**AIM OF THE TASK**.
Whenever an image turns up, omit it and return the remaining data exactly.

────────

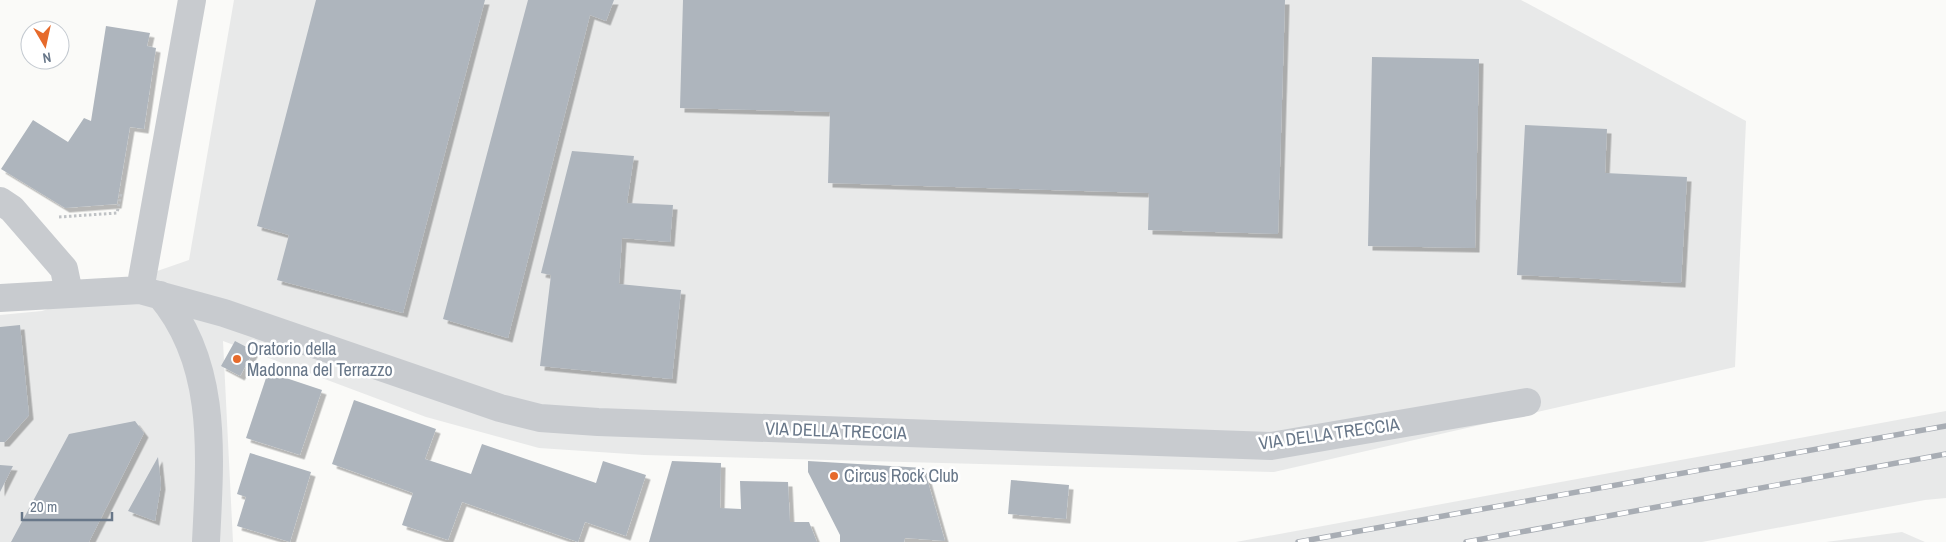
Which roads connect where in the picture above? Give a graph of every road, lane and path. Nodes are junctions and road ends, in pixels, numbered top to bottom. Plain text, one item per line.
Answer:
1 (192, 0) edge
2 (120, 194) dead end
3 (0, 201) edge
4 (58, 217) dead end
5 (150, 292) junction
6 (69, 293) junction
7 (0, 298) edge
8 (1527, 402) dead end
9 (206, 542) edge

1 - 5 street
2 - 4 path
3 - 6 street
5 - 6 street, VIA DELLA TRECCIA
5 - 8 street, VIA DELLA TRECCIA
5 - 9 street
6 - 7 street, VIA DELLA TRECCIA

────────

**REPLY**.
Which roads connect where in the picture above? Give a graph of every road, lane and path. Nodes are junctions and road ends, in pixels, numbered top to bottom. Plain text, one item per line.
Answer:
1 (192, 0) edge
2 (120, 194) dead end
3 (0, 201) edge
4 (58, 217) dead end
5 (150, 292) junction
6 (69, 293) junction
7 (0, 298) edge
8 (1527, 402) dead end
9 (206, 542) edge

1 - 5 street
2 - 4 path
3 - 6 street
5 - 6 street, VIA DELLA TRECCIA
5 - 8 street, VIA DELLA TRECCIA
5 - 9 street
6 - 7 street, VIA DELLA TRECCIA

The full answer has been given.